#### [Task objective]
Every line from the first in the listing below to the line containing "ctx.set_source_rgb(r / 255, g" is to be repeated exactly, and no line past it.

#### [Material shown]
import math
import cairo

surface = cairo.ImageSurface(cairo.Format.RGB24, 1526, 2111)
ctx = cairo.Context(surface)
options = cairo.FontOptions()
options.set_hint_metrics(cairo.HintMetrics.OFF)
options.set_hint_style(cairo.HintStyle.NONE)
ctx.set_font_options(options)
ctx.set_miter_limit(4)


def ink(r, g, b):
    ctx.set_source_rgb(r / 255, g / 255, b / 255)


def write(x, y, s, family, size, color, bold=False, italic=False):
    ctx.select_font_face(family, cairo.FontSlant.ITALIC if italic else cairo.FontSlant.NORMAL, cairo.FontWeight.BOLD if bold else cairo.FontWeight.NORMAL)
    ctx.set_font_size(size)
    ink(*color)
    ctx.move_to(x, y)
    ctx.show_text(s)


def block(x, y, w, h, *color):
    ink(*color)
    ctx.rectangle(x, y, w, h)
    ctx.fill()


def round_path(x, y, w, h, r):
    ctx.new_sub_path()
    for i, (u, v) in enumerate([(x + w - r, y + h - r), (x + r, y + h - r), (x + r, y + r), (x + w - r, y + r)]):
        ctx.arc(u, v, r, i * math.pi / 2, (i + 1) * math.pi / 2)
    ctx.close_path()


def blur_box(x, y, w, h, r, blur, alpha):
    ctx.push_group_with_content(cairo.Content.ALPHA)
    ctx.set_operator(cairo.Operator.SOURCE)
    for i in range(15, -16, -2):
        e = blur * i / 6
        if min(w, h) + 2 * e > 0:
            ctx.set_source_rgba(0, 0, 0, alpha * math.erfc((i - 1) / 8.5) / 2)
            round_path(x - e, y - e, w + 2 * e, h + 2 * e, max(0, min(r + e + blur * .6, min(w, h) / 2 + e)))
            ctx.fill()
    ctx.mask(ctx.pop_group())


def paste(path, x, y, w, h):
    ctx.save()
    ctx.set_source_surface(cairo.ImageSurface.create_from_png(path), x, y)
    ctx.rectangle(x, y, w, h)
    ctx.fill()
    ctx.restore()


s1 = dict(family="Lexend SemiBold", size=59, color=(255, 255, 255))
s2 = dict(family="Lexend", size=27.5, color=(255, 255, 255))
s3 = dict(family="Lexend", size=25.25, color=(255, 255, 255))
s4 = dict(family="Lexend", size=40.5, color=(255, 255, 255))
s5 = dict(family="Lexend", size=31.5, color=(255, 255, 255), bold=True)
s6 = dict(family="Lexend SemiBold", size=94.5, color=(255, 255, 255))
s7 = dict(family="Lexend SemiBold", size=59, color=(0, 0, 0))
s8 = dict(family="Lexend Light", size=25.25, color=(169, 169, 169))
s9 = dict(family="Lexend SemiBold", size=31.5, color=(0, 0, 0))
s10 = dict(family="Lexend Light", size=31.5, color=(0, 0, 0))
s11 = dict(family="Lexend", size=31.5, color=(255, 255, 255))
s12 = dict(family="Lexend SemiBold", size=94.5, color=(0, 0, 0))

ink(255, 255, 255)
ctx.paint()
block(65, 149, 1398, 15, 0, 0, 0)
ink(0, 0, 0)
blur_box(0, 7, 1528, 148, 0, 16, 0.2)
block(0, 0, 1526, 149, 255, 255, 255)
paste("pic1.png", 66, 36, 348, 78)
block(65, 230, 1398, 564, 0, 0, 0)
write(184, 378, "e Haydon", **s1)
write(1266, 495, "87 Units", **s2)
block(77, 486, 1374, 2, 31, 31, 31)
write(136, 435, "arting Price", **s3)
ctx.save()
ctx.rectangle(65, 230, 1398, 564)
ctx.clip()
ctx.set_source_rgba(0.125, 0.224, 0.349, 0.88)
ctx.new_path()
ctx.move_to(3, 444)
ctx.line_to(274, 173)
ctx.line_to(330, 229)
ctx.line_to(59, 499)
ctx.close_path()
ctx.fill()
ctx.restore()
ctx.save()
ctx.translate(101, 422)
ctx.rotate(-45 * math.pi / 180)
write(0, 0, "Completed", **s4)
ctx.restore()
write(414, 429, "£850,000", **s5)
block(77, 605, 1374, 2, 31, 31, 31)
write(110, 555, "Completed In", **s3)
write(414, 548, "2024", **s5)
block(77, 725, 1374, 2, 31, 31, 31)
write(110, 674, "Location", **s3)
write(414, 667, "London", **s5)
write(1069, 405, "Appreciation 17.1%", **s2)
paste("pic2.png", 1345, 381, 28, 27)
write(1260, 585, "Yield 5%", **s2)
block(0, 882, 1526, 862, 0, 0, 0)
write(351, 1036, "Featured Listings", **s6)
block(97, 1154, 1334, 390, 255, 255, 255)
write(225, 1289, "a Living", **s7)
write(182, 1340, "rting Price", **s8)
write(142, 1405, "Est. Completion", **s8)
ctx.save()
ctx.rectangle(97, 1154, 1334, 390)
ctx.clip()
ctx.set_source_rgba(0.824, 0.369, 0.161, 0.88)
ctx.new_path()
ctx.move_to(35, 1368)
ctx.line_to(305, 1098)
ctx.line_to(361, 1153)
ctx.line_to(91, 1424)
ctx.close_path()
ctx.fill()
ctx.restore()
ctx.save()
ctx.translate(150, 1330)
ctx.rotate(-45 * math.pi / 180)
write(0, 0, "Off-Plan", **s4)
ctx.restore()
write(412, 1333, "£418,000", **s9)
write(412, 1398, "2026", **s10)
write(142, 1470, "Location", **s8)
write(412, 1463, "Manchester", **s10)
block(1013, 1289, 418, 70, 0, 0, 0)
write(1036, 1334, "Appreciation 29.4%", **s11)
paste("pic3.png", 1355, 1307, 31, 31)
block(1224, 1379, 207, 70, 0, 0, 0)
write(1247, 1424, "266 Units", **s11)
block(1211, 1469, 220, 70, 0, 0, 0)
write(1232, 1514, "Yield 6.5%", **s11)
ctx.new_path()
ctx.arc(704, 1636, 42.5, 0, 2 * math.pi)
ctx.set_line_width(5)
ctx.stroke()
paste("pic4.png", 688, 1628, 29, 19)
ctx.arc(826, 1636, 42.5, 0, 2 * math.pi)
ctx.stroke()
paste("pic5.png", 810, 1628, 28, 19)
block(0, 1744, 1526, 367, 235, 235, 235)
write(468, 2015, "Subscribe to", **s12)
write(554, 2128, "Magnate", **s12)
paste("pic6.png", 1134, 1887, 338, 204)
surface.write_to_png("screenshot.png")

#### [Expected output]
import math
import cairo

surface = cairo.ImageSurface(cairo.Format.RGB24, 1526, 2111)
ctx = cairo.Context(surface)
options = cairo.FontOptions()
options.set_hint_metrics(cairo.HintMetrics.OFF)
options.set_hint_style(cairo.HintStyle.NONE)
ctx.set_font_options(options)
ctx.set_miter_limit(4)


def ink(r, g, b):
    ctx.set_source_rgb(r / 255, g / 255, b / 255)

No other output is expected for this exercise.